Royal Oak Perpetual Calendar 25654

39 mm | Hours, minutes, day and date hands, moon phase | Calibre 2120/2800 | Bracelet 344 | Launch date: 1987

Introduced in 1987, most often with dials without the Tapisserie motif, the Royal Oak 25654 perpetuates the aesthetics of Model 5554 (1984), but improves its water-resistance by revisiting the construction of the case, which is slightly thicker, increasing from 7.5 mm to 8.3 mm.

For almost a decade, this model was the heart of the collection of 39 mm Royal Oak perpetual calendar models. Of the 12 Royal Oak models equipped with Calibre 2120/2800, Model 25654 accounted for almost half of those produced. It did not leave the Audemars Piguet catalogue until 1996, when its successor, Model 25820, introduced the leap-year cycle indication on the dial, replacing Calibre 2120/2800 with Calibre 2120/2801.

Sales from 1987 to 1998: a total of 851 units, of which: 163 (1987), 72 (1988), 81 (1989), 71 (1990), 59 (1991), 80 (1992), 84 (1993), 64 (1994), 46 (1995), 73 (1996), 44 (1997) and 8 (1998), as well as 6 non-dated transformations of various models that were first cased-up between 1983 and 1986

Derived models: 25687 (1989) and 25773 (circa 1995)

Royal Oak 25654BA

The yellow gold variant of this model is the most widely represented, accounting for more than half of production. It appears either in a monochrome version with a gold dial featuring shiny or matt counters; or with a white dial with Roman numerals, which is particularly rare in the Royal Oak collection.

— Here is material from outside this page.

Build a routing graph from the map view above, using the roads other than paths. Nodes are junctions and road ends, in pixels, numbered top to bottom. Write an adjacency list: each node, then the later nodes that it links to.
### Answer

Sales from 1987 to 1998: a total of 430 units, of which: 52 (1987), 42 (1988), 56 (1989), 52 (1990), 38 (1991), 39 (1992), 49 (1993), 31 (1994), 30 (1995), 31 (1996), 3 (1997), and 1 (1998), as well as 6 undated transformations of various models, which were first cased-up between 1983 and 1986.

Royal Oak 25654ST

Between 1987 and 1994, only one variant of Model 25654ST was presented in the Audemars Piguet catalogues. It opted for a perfectly monochrome approach. Punctuated by particularly slender hour-markers, the discreetly sandblasted matt grey dial echoes the colour of the steel case and bezel. The blue of the starry sky and the golden moon stand out from the whole to evoke the cycle of the heavenly bodies.

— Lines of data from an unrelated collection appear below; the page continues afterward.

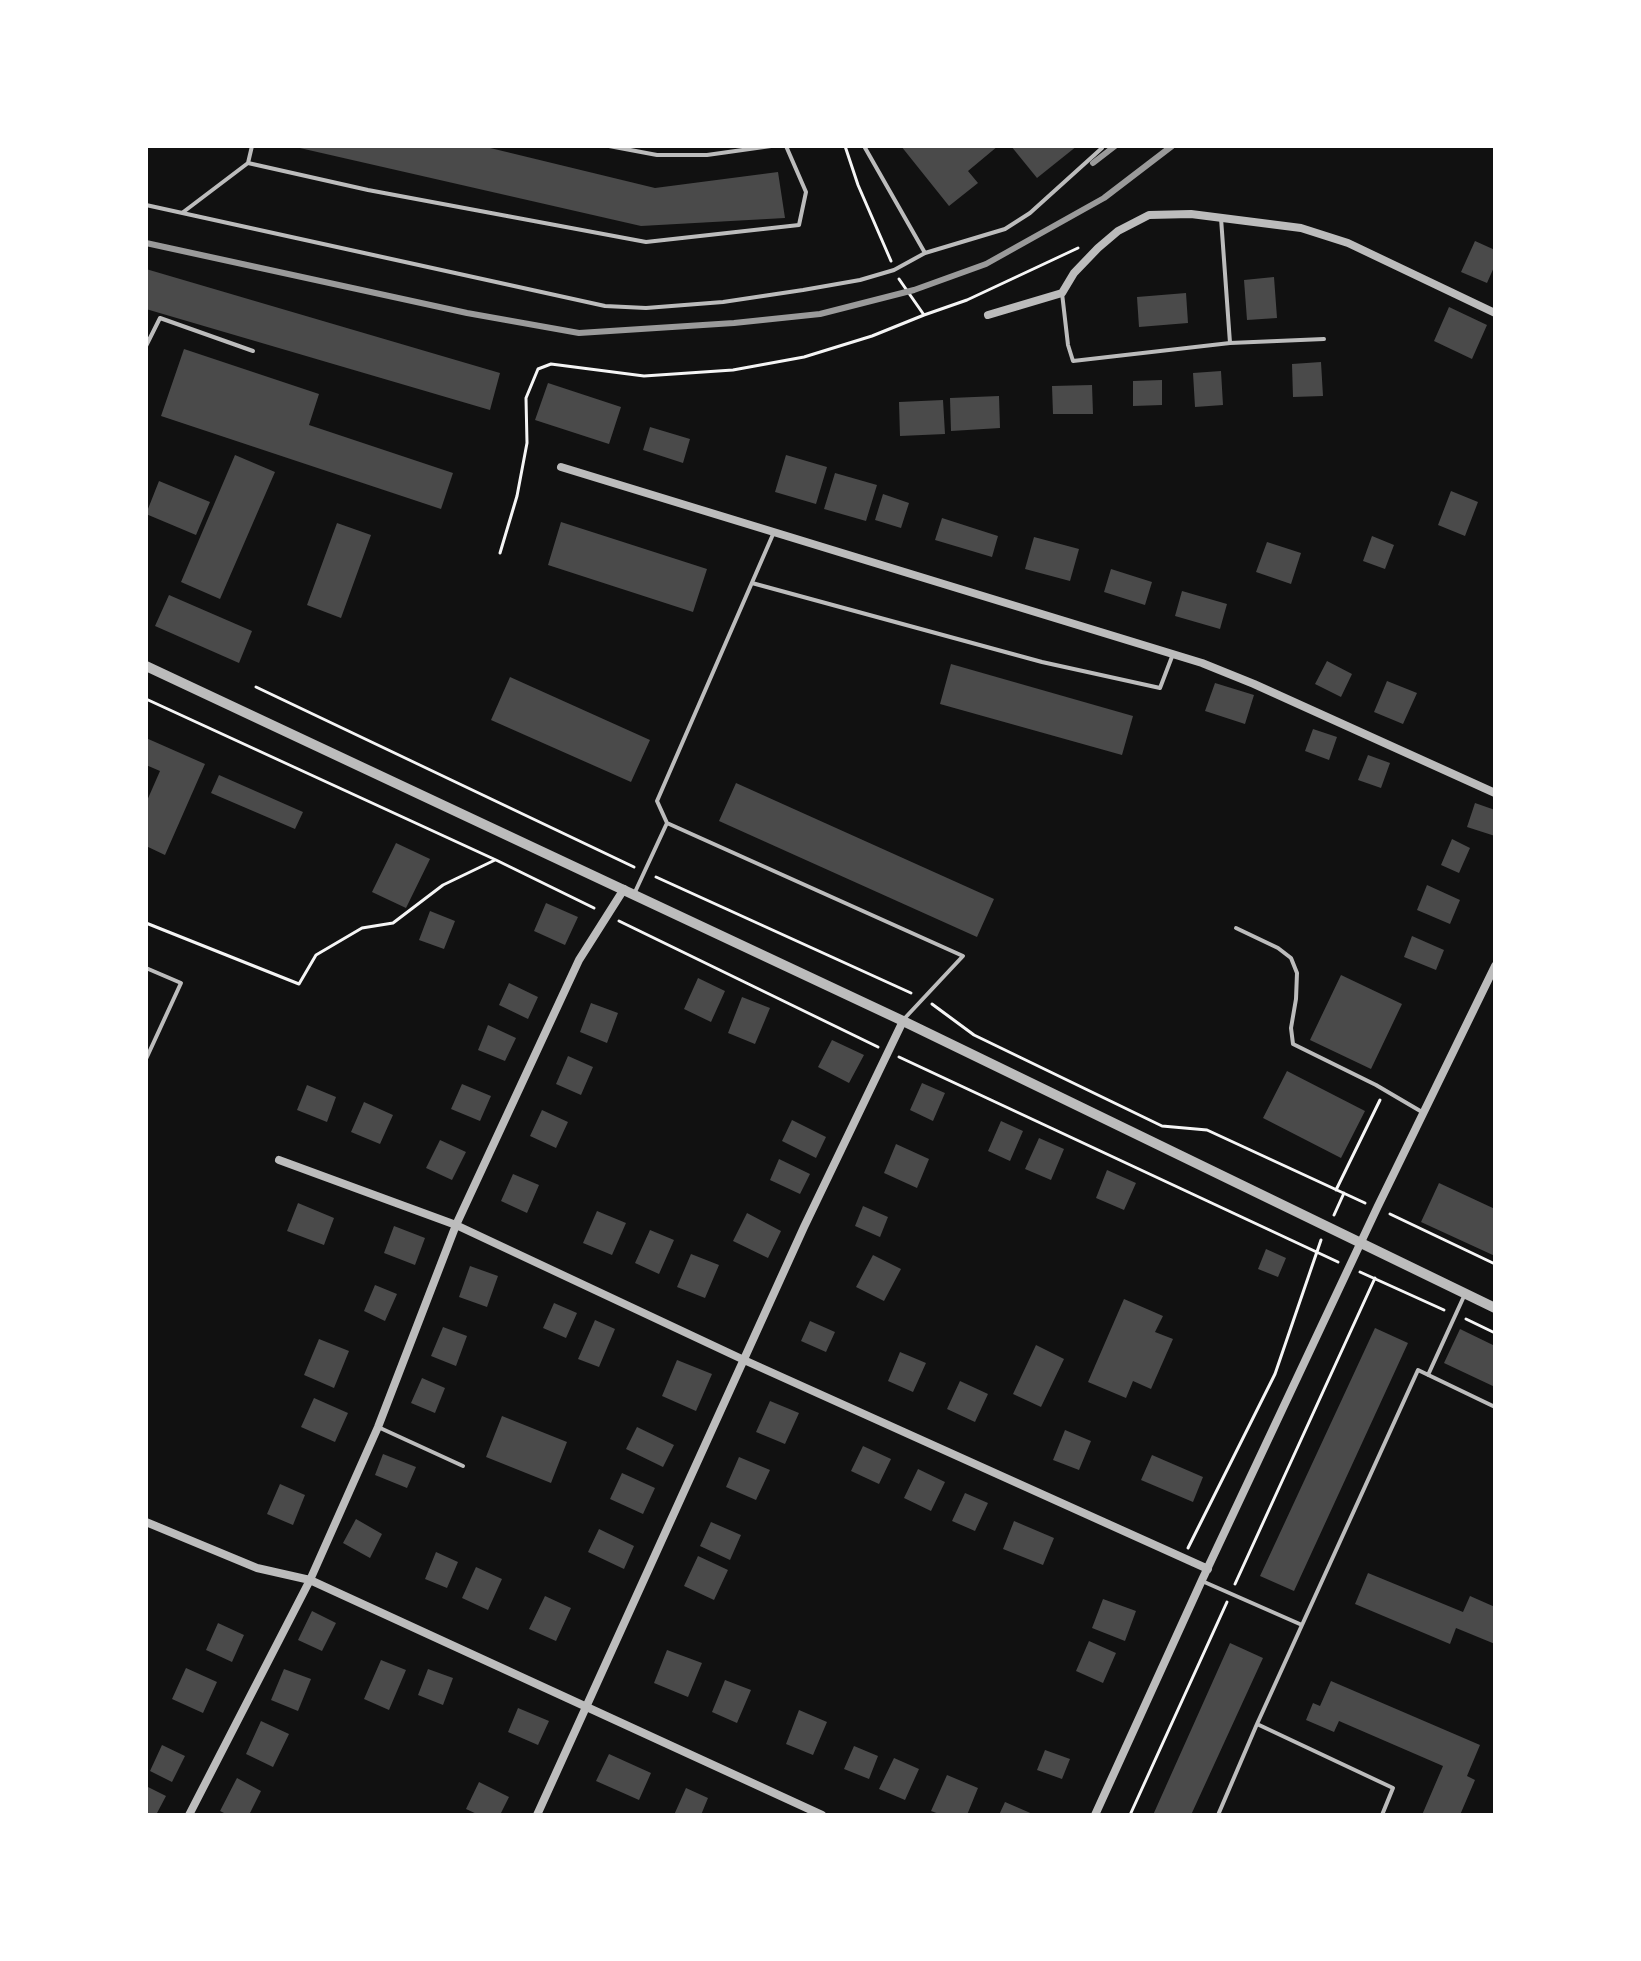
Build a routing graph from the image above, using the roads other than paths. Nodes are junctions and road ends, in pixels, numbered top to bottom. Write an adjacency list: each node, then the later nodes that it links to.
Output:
1 (252, 146): 7 (lane)
2 (609, 146): 3 (lane)
3 (771, 146)
4 (786, 146): 7 (lane)
5 (864, 146): 11 (lane)
6 (1102, 148): 11 (lane)
7 (248, 163): 9 (lane)
8 (146, 205): 9 (lane)
9 (182, 213): 11 (lane)
10 (1221, 217): 12 (street); 13 (street); 16 (lane)
11 (925, 253)
12 (1062, 293): 14 (street); 16 (lane)
13 (1495, 313)
14 (988, 315)
15 (1324, 339): 16 (lane)
16 (1230, 343)
17 (146, 346): 18 (lane)
18 (253, 351)
19 (561, 467): 20 (street)
20 (774, 532): 21 (lane); 22 (street)
21 (752, 583): 22 (lane); 25 (lane)
22 (1173, 654): 24 (street)
23 (146, 666): 26 (street)
24 (1495, 793)
25 (667, 823): 26 (lane); 30 (lane)
26 (629, 892): 30 (street); 34 (street)
27 (1236, 928): 32 (lane)
28 (1495, 966): 32 (street)
29 (146, 968): 31 (lane)
30 (903, 1021): 35 (street); 38 (street)
31 (146, 1059)
32 (1425, 1113): 35 (street)
33 (279, 1160): 34 (street)
34 (456, 1225): 38 (street); 41 (street)
35 (1362, 1243): 36 (street); 44 (street)
36 (1465, 1294): 37 (street); 39 (lane)
37 (1495, 1308)
38 (744, 1360): 44 (street); 48 (street)
39 (1428, 1375): 40 (lane); 47 (lane)
40 (1495, 1407)
41 (378, 1427): 42 (lane); 45 (street)
42 (463, 1466)
43 (146, 1522): 45 (street)
44 (1208, 1569): 46 (street)
45 (310, 1580): 48 (street); 50 (street)
46 (1202, 1580): 47 (lane); 53 (street)
47 (1302, 1625): 49 (lane)
48 (587, 1709): 51 (street); 52 (street)
49 (1257, 1724): 54 (lane); 55 (lane)
50 (189, 1815)
51 (537, 1815)
52 (822, 1815)
53 (1095, 1815)
54 (1218, 1815)
55 (1382, 1815)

The non-operational prototype kept in the Audemars Piguet Heritage Collection and probably presented at the 1987 Basel Fair has a superb dial with shiny counter rims.

Sales from 1987 to 1998: a total of 315 units, of which: 66 (1987), 24 (1988), 15 (1989), 16 (1990), 21 (1991), 38 (1992), 30 (1993), 26 (1994), 15 (1995), 27 (1996), 34 (1997) and 3 (1998).

Royal Oak 25654SA

While Royal Oak watches combining steel and yellow gold were often dominant in the 1980s, this composition of materials became less common in the 1990s.

Jacqueline Dimier, who designed these models, sought the perfect balance between the grey background and the subtle gold touches, which punctuate the passage of time and highlight the calendar information. The blue of the three calendar hands echoes the blue of the sky, against which the moon and some stars stand out.

Sales from 1987 to 1998: total 68 units, of which: 45 (1987), 5 (1988), 7 (1989), 1 (1990), 1 (1992), 1 (1996), 6 (1997) and 2 (1998).

Royal Oak 25654PT

The 38 Royal Oak Perpetual Calendar 25654 in platinum have been on sale for 10 years. At the Phillips sale celebrating the 50th anniversary of the Royal Oak, No. 001 was sold for CHF 1,022,200, setting a record for this extremely rare model, of which the Audemars Piguet archives have no photographs until proven otherwise.

Sales from 1988 to 1998: a total of 38 units, of which: 1 (1988), 3 (1989), 2 (1990), 2 (1992), 5 (1993), 7 (1994), 1 (1995), 14 (1996), 1 (1997) and 2 (1998).